The little boy loved the clothes his older sister wore; his mother spent long hours at the sewing machine making dresses while he played at her side or watched cartoons. She gave him bits of fabric, useless scraps whose texture and variety of hues fascinated him; he fetched dolls from the bedroom and held the cotton swatches against them just as his mother did with her daughter, adjusting for size before starting to sew.
He didn’t understand why he couldn’t wear the same bright colours that his mother’s hands fashioned into gorgeous outfits for his sister. Of course, she outfitted him too: with suits, a jacket and pants, a plain coat, striped overalls, nothing special, nothing really pretty, no ruffles, ribbons, lace, nothing flowery, nothing sparkly. One day as his mother was packing away the clothes the children had outgrown, he grabbed a dress from the pile and said, “Me want this!”
She smiled, “You’re a boy, honey, boys don’t wear dresses!”
He cried, “Me want, me too!”
Tears pearled below his eyelids, his blue eyes steely; his mother sighed, removed his sweater and shorts and pulled on the dress with its tiny pink-and-yellow butterflies and a bow at the back. He walked over to the freestanding mirror in his parents’ room and exclaimed, “Pretty! Me pretty!”
His mother’s laughter troubled him, something hurtful in her mirth; she turned him away from the mirror and, looking into his eyes, corrected him, “You’re handsome, sweetheart, handsome … My little boy is handsome!”

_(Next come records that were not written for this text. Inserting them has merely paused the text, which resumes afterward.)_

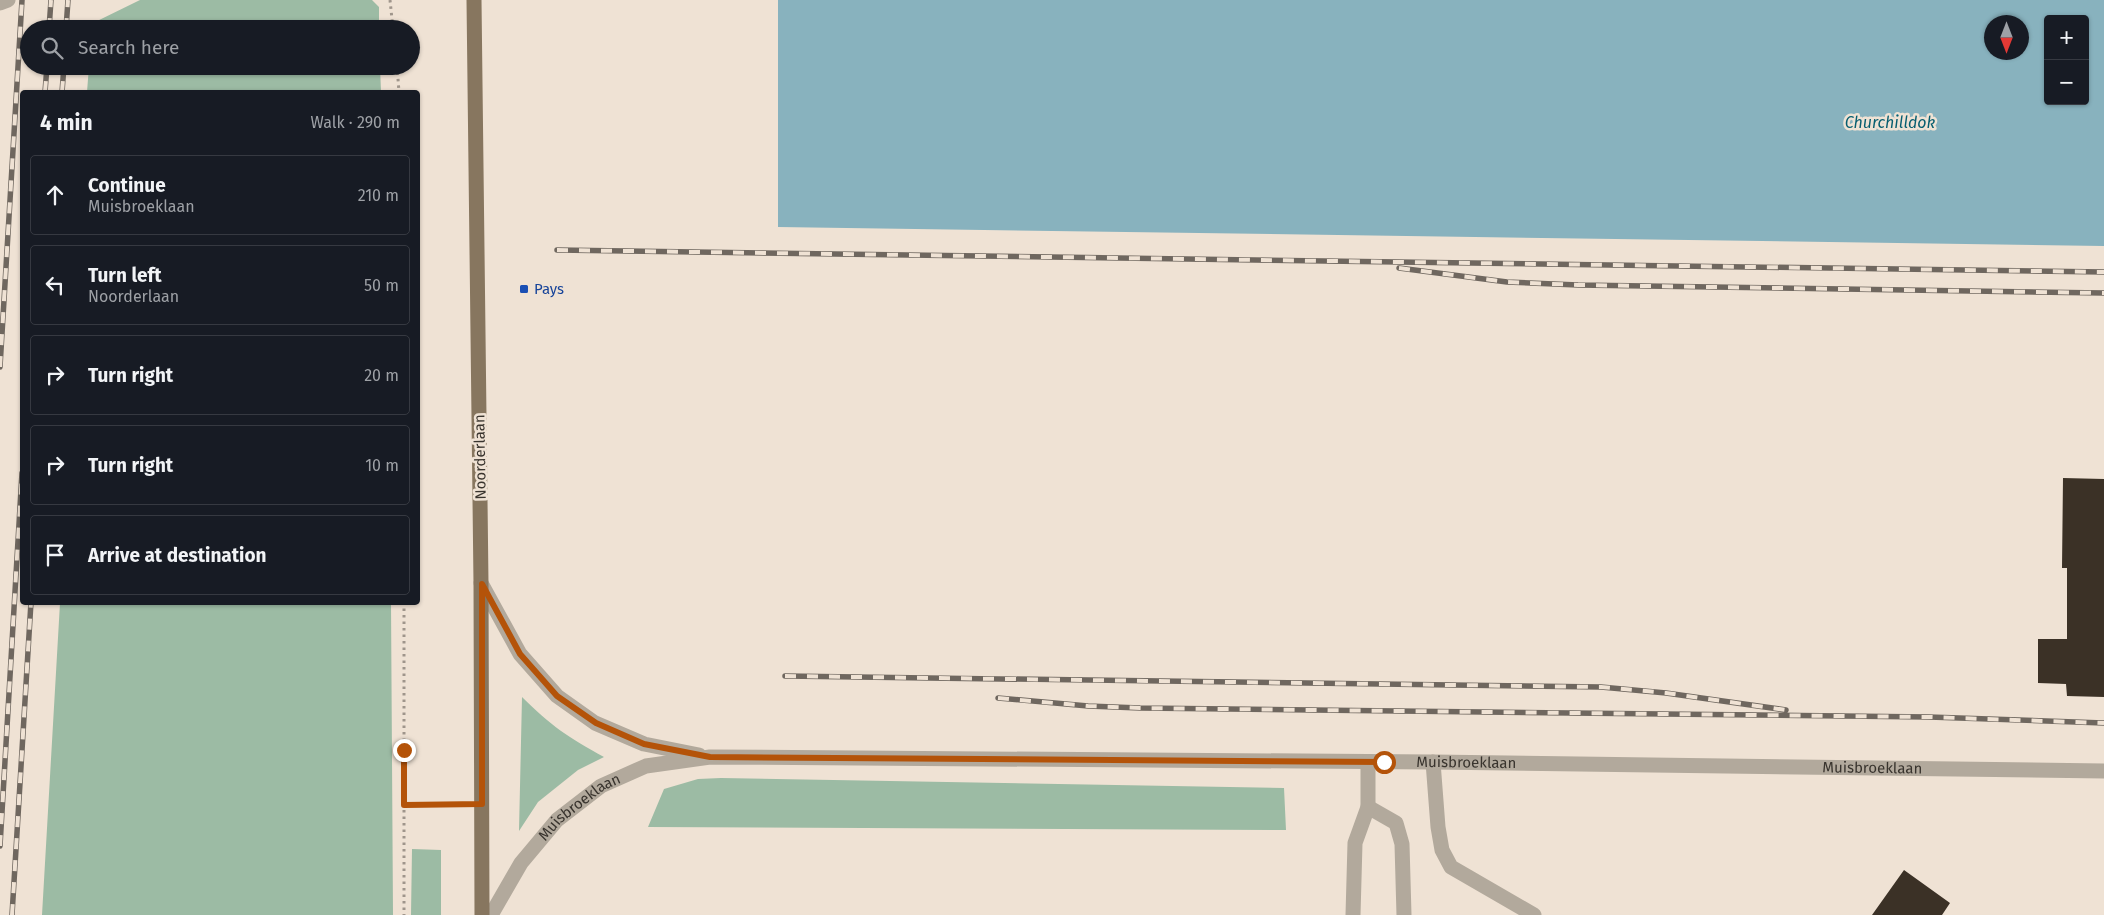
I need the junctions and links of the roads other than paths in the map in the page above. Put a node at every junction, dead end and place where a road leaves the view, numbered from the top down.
1 (8, 0) edge
2 (474, 0) edge
3 (0, 3) edge
4 (482, 584) junction
5 (710, 757) junction
6 (1368, 762) junction
7 (1433, 762) junction
8 (2104, 771) edge
9 (1368, 807) junction
10 (482, 915) edge
11 (491, 915) edge
12 (1353, 915) edge
13 (1404, 915) edge
14 (1534, 915) edge

1 - 3 street
2 - 4 main road, Noorderlaan
4 - 5 street, Muisbroeklaan
4 - 10 main road, Noorderlaan
5 - 6 street, Muisbroeklaan
5 - 11 street, Muisbroeklaan
6 - 7 street, Muisbroeklaan
6 - 9 street
7 - 8 street, Muisbroeklaan
7 - 14 street
9 - 12 street
9 - 13 street

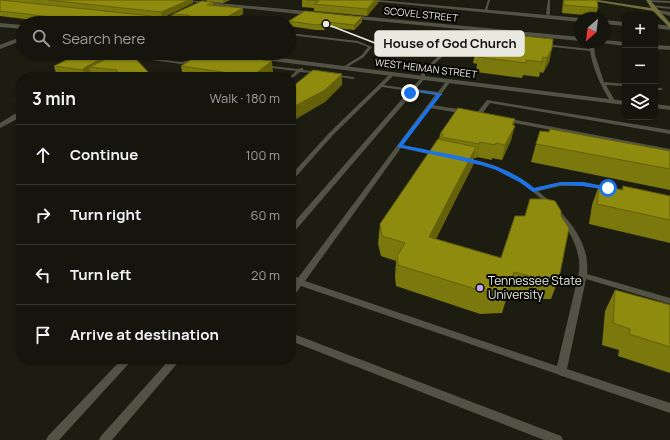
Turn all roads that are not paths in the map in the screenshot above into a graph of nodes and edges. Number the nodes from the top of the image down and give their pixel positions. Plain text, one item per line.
1 (188, 0) edge
2 (209, 0) edge
3 (363, 0) edge
4 (489, 0) edge
5 (549, 0) edge
6 (592, 0) edge
7 (401, 2) edge
8 (670, 2) edge
9 (203, 3) junction
10 (651, 4) edge
11 (670, 8) edge
12 (484, 11) junction
13 (548, 14) dead end
14 (670, 14) edge
15 (324, 15) edge
16 (170, 16) edge
17 (340, 16) edge
18 (574, 19) edge
19 (610, 23) edge
20 (622, 24) edge
21 (0, 25) edge
22 (658, 26) edge
23 (16, 27) edge
24 (670, 27) edge
25 (473, 29) junction
26 (296, 35) edge
27 (460, 38) junction
28 (574, 38) edge
29 (16, 41) edge
30 (499, 41) edge
31 (610, 43) edge
32 (538, 44) edge
33 (622, 44) edge
34 (0, 47) edge
35 (658, 47) edge
36 (670, 48) edge
37 (592, 50) joint
38 (162, 60) edge
39 (194, 60) edge
40 (281, 60) edge
41 (306, 63) junction
42 (256, 64) edge
43 (344, 68) junction
44 (300, 70) junction
45 (296, 74) edge
46 (322, 74) edge
47 (393, 74) junction
48 (330, 75) edge
49 (353, 78) dead end
50 (423, 78) junction
51 (449, 81) junction
52 (603, 82) junction
53 (622, 85) edge
54 (381, 86) junction
55 (413, 90) junction
56 (440, 94) junction
57 (613, 101) junction
58 (622, 102) edge
59 (429, 106) junction
60 (658, 106) edge
61 (670, 108) edge
62 (479, 114) junction
63 (487, 116) edge
64 (16, 117) edge
65 (502, 119) edge
66 (0, 126) edge
67 (670, 132) edge
68 (400, 146) junction
69 (670, 151) edge
70 (443, 155) edge
71 (456, 158) edge
72 (296, 173) edge
73 (533, 190) junction
74 (616, 190) edge
75 (296, 224) edge
76 (582, 275) junction
77 (296, 279) edge
78 (296, 280) edge
79 (669, 301) edge
80 (296, 339) edge
81 (123, 364) edge
82 (172, 364) edge
83 (561, 372) junction
84 (670, 408) edge
85 (52, 440) edge
86 (105, 440) edge
87 (557, 440) edge

1 - 9 street
2 - 9 street
3 - 7 street
4 - 12 lane
5 - 13 lane
6 - 10 main road
7 - 12 street
8 - 10 lane
9 - 15 street
9 - 16 street
10 - 11 lane
10 - 14 street
10 - 24 main road
12 - 18 street
17 - 25 street, SCOVEL STREET
19 - 20 street
21 - 23 street
22 - 24 street
25 - 27 lane
25 - 28 street, SCOVEL STREET
26 - 43 lane
27 - 30 lane
27 - 50 lane
29 - 34 street
31 - 33 street
32 - 37 lane
35 - 36 street
37 - 52 lane
38 - 39 lane
40 - 41 street, WEST HEIMAN STREET
41 - 43 street, WEST HEIMAN STREET
41 - 44 lane
42 - 44 lane
43 - 47 street, WEST HEIMAN STREET
44 - 45 lane
44 - 46 lane
47 - 50 street, WEST HEIMAN STREET
47 - 54 lane
48 - 49 lane
50 - 51 street, WEST HEIMAN STREET
50 - 55 lane
51 - 56 lane
51 - 57 street, WEST HEIMAN STREET
52 - 53 lane
52 - 57 lane
54 - 55 lane
54 - 72 lane
55 - 56 lane
55 - 75 lane
56 - 59 lane
57 - 58 street, WEST HEIMAN STREET
59 - 62 lane
59 - 68 lane
60 - 61 street
62 - 63 lane
62 - 67 lane
64 - 66 street
65 - 69 lane
68 - 70 lane
68 - 77 lane
71 - 73 lane
73 - 74 lane
73 - 76 lane
76 - 79 lane
76 - 83 lane
78 - 83 lane
80 - 87 lane
81 - 85 lane
82 - 86 lane
83 - 84 lane

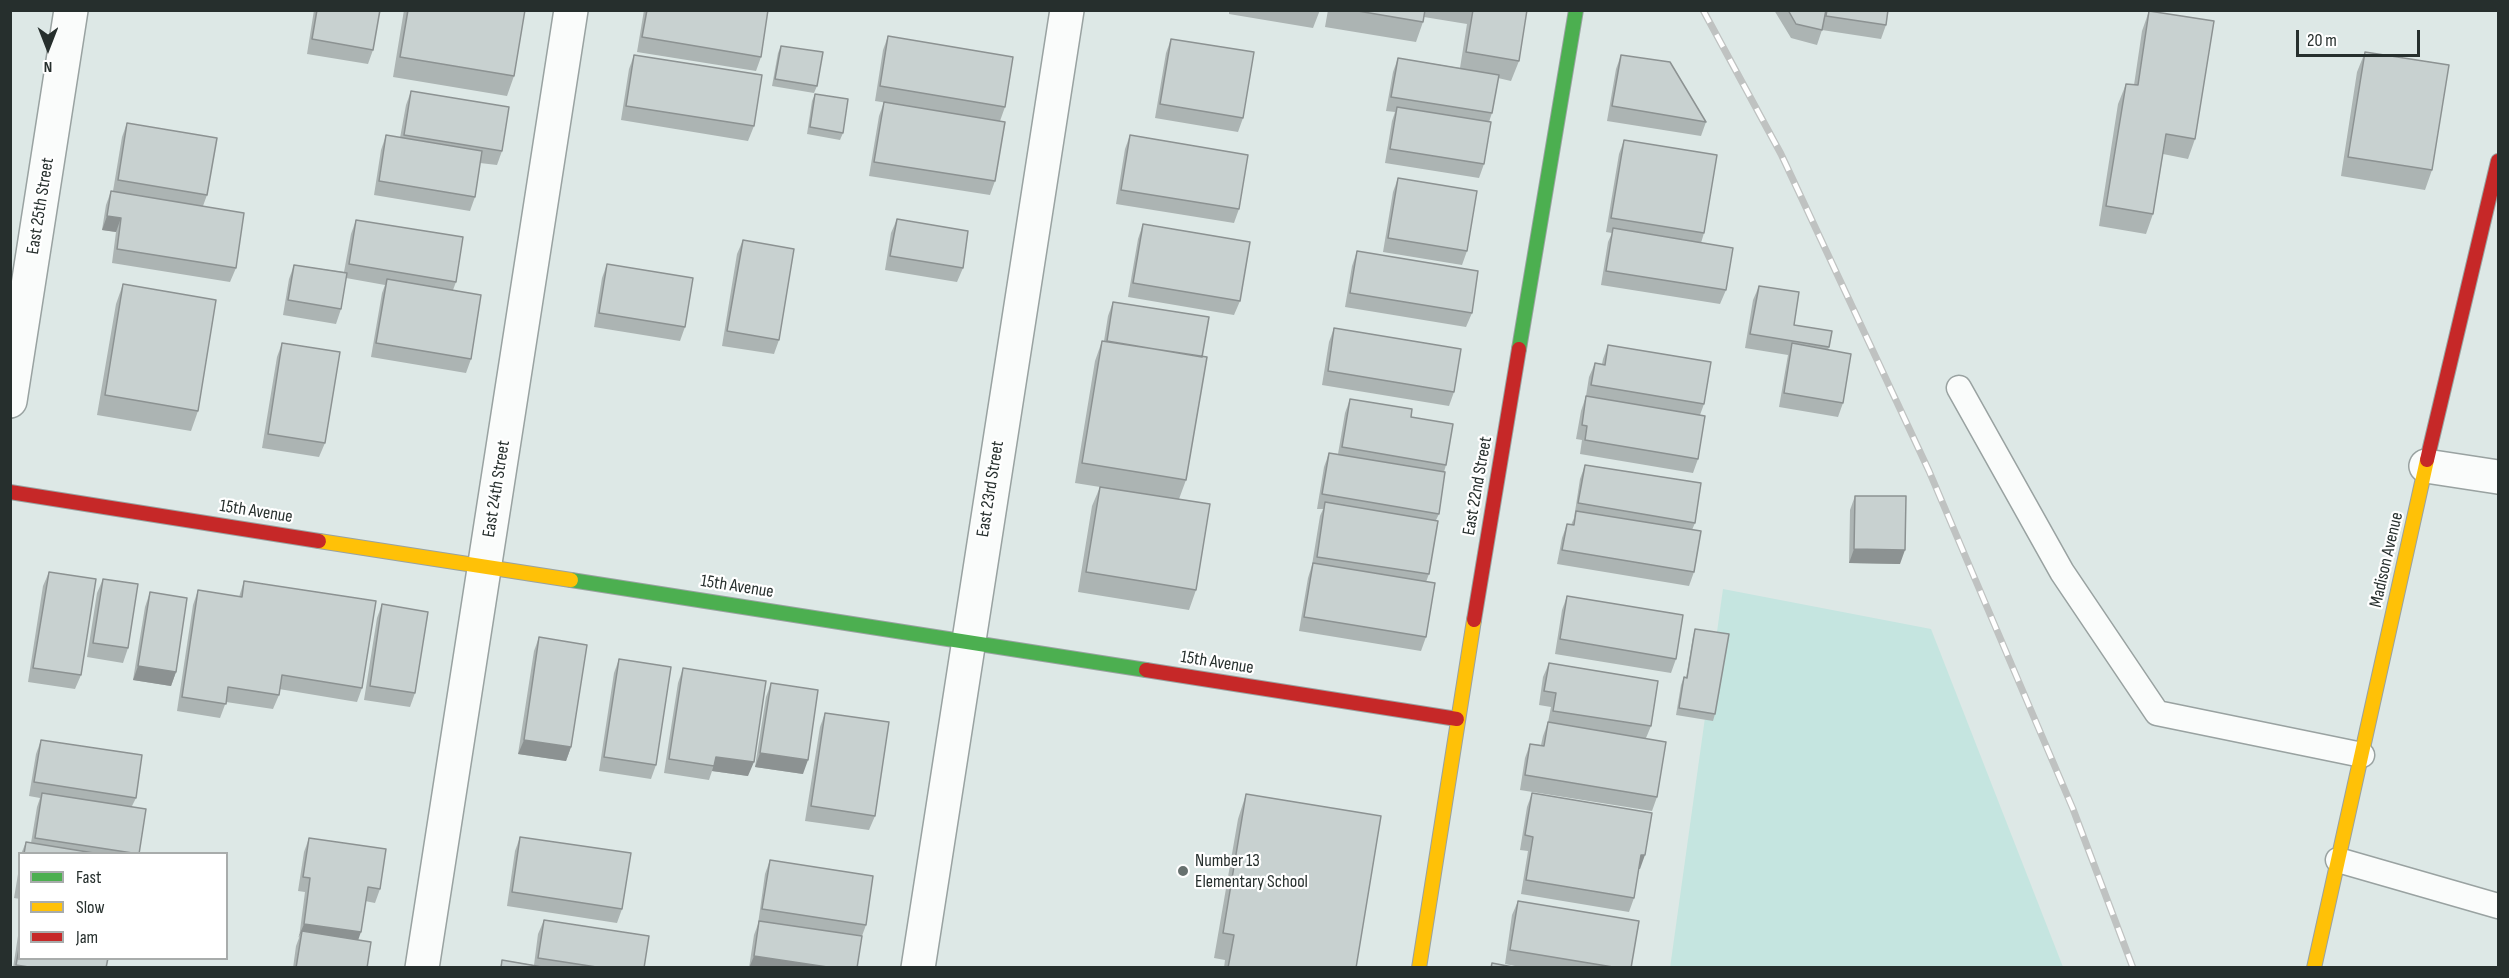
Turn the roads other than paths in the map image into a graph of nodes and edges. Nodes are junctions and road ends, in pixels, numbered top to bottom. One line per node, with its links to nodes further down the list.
1 (71, 10): 7 (street, East 25th Street)
2 (571, 10): 11 (street, East 24th Street)
3 (1067, 10): 12 (street, East 23rd Street)
4 (1576, 10): 13 (street, East 22nd Street)
5 (2499, 161): 8 (street, Madison Avenue)
6 (1959, 388): 14 (lane)
7 (10, 401)
8 (2426, 466): 9 (street); 14 (street, Madison Avenue)
9 (2499, 477)
10 (10, 492): 11 (street, 15th Avenue)
11 (485, 566): 12 (street, 15th Avenue); 17 (street, East 24th Street)
12 (967, 642): 13 (street, 15th Avenue); 18 (street, East 23rd Street)
13 (1457, 719): 19 (street, East 22nd Street)
14 (2362, 755): 15 (street, Madison Avenue)
15 (2338, 860): 16 (lane); 20 (street, Madison Avenue)
16 (2499, 906)
17 (422, 968)
18 (918, 968)
19 (1419, 968)
20 (2314, 968)

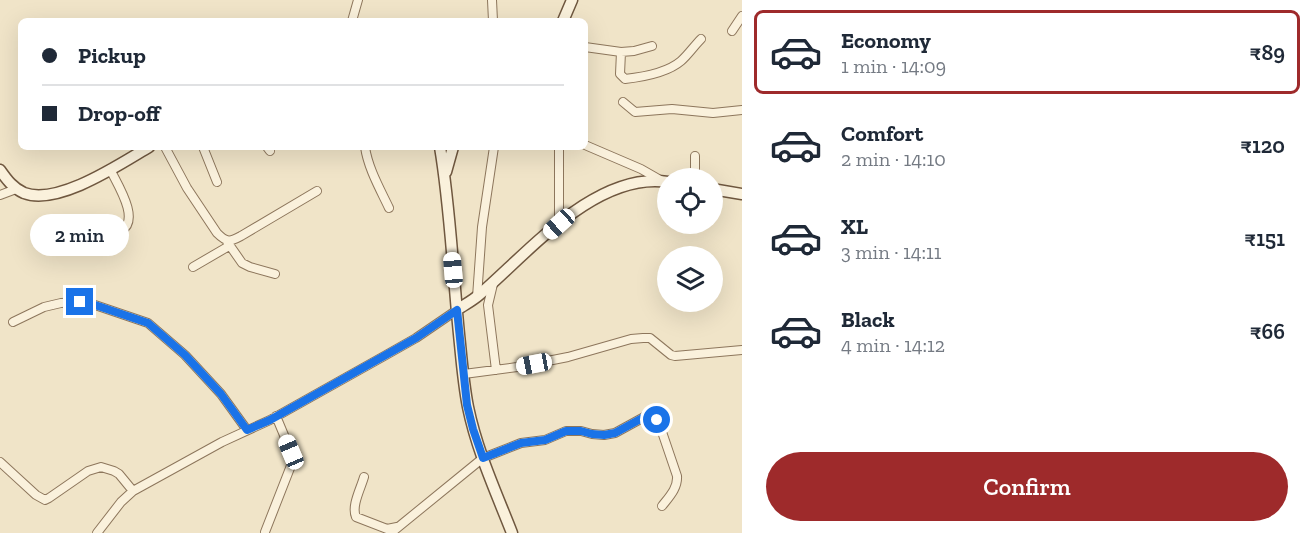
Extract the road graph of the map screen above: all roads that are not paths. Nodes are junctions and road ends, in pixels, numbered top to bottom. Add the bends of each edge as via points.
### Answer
1 (358, 0) edge
2 (492, 0) edge
3 (572, 0) edge
4 (742, 16) edge
5 (353, 18) edge
6 (493, 18) edge
7 (564, 18) edge
8 (732, 31) dead end
9 (701, 39) dead end
10 (652, 46) dead end
11 (588, 47) edge
12 (621, 52) junction
13 (623, 102) dead end
14 (742, 110) edge
15 (588, 146) edge
16 (144, 150) edge
17 (167, 150) edge
18 (204, 150) edge
19 (365, 150) edge
20 (441, 150) edge
21 (452, 150) edge
22 (494, 150) edge
23 (559, 150) edge
24 (695, 156) dead end
25 (695, 168) edge
26 (110, 169) junction
27 (0, 170) edge
28 (445, 176) junction
29 (657, 177) edge
30 (657, 181) edge
31 (217, 182) dead end
32 (16, 189) junction
33 (317, 191) dead end
34 (723, 191) edge
35 (742, 194) edge
36 (0, 195) edge
37 (388, 208) dead end
38 (559, 224) junction
39 (228, 243) junction
40 (79, 246) dead end
41 (193, 267) dead end
42 (275, 274) dead end
43 (493, 282) junction
44 (477, 297) junction
45 (457, 310) junction
46 (13, 322) dead end
47 (742, 350) edge
48 (496, 370) junction
49 (464, 374) junction
50 (276, 416) junction
51 (247, 430) junction
52 (483, 458) junction
53 (0, 462) edge
54 (364, 477) dead end
55 (133, 491) junction
56 (662, 506) dead end
57 (399, 527) junction
58 (265, 532) edge
59 (98, 533) edge
60 (391, 533) edge
61 (512, 533) edge

1 - 5 street
2 - 6 street
3 - 7 main road
4 - 8 street
9 - 12 street via 674,66 625,79 619,70
10 - 12 street
11 - 12 street
13 - 14 street via 635,112
15 - 29 street
16 - 26 main road
17 - 39 street via 187,188
18 - 31 street
19 - 37 street
20 - 28 main road
21 - 28 main road
22 - 44 street
23 - 38 street
24 - 25 street
26 - 32 main road via 52,194 39,196
26 - 40 street via 128,208 129,222 126,229
27 - 32 main road
28 - 45 main road
30 - 38 main road via 627,185 596,197
32 - 36 street
33 - 39 street
34 - 35 main road
38 - 43 main road
39 - 41 street
39 - 42 street via 242,263
43 - 44 main road
43 - 48 street via 488,305
44 - 45 main road
45 - 49 main road
45 - 50 street via 416,338
46 - 51 street via 44,307 80,302 148,323 185,355
47 - 48 street via 675,356 650,338 643,338
48 - 49 street
49 - 52 main road via 467,405
50 - 51 street
50 - 58 street via 292,463
51 - 55 street
52 - 56 street via 566,431 615,433 652,416 660,426 677,476 674,490
52 - 57 street
52 - 61 main road
53 - 55 street via 45,500 88,471 101,467 119,474
54 - 57 street via 354,507 356,517 387,529
55 - 59 street
57 - 60 street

He wore the dress all day and through his afternoon nap and forgot what he was wearing until his sister came home from school. Her anger: “That’s my dress, take it off right now! Maman, he’s wearing my dress!”
She knew the dress was too small for her, but they had a habit of bickering over every last little thing; their mother nipped the argument in the bud giving each of them a vanilla ice cream cone. Her daughter giggled, circling her brother and licking her treat, “Huh! I didn’t know I had a sister, you look so funny!”
Her brother ignored her and kept his outfit on; when his father came home from work, he smiled, amused, and picked up his son just as he did every night without saying a word, only a wink to his wife. Later, after dinner, Uncle Jean-Paul dropped by, his booming, mean-spirited voice cutting the young boy’s heart to the quick; slimy contempt trickled over his body from the gaze of a man so tall the boy had to tilt his head back to see his face.
“Lookee here, you a little girl now, m’boy? Not fixin’ to be a homo, are you?”
This time the child blushed; ashamed, he turned to his mother, “No more play, Mamma, dress off.”